## [Try it]
All of the data below is to be returned unaltered.

## [Material for this exercise]
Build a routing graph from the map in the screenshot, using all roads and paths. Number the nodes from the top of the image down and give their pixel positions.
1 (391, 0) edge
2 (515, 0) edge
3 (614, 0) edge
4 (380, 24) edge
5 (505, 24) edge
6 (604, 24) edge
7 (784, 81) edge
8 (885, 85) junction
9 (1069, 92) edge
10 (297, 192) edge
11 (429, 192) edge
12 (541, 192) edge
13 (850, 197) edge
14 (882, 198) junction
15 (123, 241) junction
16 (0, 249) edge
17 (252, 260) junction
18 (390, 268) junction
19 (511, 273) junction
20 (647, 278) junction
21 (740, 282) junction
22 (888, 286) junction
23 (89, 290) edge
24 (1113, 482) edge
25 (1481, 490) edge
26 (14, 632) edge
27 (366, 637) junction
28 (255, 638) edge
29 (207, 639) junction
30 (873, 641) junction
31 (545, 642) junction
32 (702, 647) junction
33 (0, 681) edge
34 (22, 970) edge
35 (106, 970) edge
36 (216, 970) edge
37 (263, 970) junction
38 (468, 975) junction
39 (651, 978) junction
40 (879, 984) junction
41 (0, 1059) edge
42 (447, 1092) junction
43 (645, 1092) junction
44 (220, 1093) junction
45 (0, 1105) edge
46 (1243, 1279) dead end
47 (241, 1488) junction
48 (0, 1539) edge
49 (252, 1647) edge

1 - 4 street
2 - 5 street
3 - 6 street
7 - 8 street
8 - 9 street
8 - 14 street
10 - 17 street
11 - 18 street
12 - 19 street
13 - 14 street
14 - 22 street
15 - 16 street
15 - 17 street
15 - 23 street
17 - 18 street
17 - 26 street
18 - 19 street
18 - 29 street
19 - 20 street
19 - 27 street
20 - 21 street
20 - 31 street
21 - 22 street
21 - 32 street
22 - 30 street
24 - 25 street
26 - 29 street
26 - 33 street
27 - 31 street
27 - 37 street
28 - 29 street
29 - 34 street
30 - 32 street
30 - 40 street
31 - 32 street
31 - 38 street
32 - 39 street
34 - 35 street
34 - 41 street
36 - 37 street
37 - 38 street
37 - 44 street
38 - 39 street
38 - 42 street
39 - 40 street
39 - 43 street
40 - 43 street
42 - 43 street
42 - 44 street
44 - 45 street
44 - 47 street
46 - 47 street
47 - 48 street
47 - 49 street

## [Exercise result]
Build a routing graph from the map in the screenshot, using all roads and paths. Number the nodes from the top of the image down and give their pixel positions.
1 (391, 0) edge
2 (515, 0) edge
3 (614, 0) edge
4 (380, 24) edge
5 (505, 24) edge
6 (604, 24) edge
7 (784, 81) edge
8 (885, 85) junction
9 (1069, 92) edge
10 (297, 192) edge
11 (429, 192) edge
12 (541, 192) edge
13 (850, 197) edge
14 (882, 198) junction
15 (123, 241) junction
16 (0, 249) edge
17 (252, 260) junction
18 (390, 268) junction
19 (511, 273) junction
20 (647, 278) junction
21 (740, 282) junction
22 (888, 286) junction
23 (89, 290) edge
24 (1113, 482) edge
25 (1481, 490) edge
26 (14, 632) edge
27 (366, 637) junction
28 (255, 638) edge
29 (207, 639) junction
30 (873, 641) junction
31 (545, 642) junction
32 (702, 647) junction
33 (0, 681) edge
34 (22, 970) edge
35 (106, 970) edge
36 (216, 970) edge
37 (263, 970) junction
38 (468, 975) junction
39 (651, 978) junction
40 (879, 984) junction
41 (0, 1059) edge
42 (447, 1092) junction
43 (645, 1092) junction
44 (220, 1093) junction
45 (0, 1105) edge
46 (1243, 1279) dead end
47 (241, 1488) junction
48 (0, 1539) edge
49 (252, 1647) edge

1 - 4 street
2 - 5 street
3 - 6 street
7 - 8 street
8 - 9 street
8 - 14 street
10 - 17 street
11 - 18 street
12 - 19 street
13 - 14 street
14 - 22 street
15 - 16 street
15 - 17 street
15 - 23 street
17 - 18 street
17 - 26 street
18 - 19 street
18 - 29 street
19 - 20 street
19 - 27 street
20 - 21 street
20 - 31 street
21 - 22 street
21 - 32 street
22 - 30 street
24 - 25 street
26 - 29 street
26 - 33 street
27 - 31 street
27 - 37 street
28 - 29 street
29 - 34 street
30 - 32 street
30 - 40 street
31 - 32 street
31 - 38 street
32 - 39 street
34 - 35 street
34 - 41 street
36 - 37 street
37 - 38 street
37 - 44 street
38 - 39 street
38 - 42 street
39 - 40 street
39 - 43 street
40 - 43 street
42 - 43 street
42 - 44 street
44 - 45 street
44 - 47 street
46 - 47 street
47 - 48 street
47 - 49 street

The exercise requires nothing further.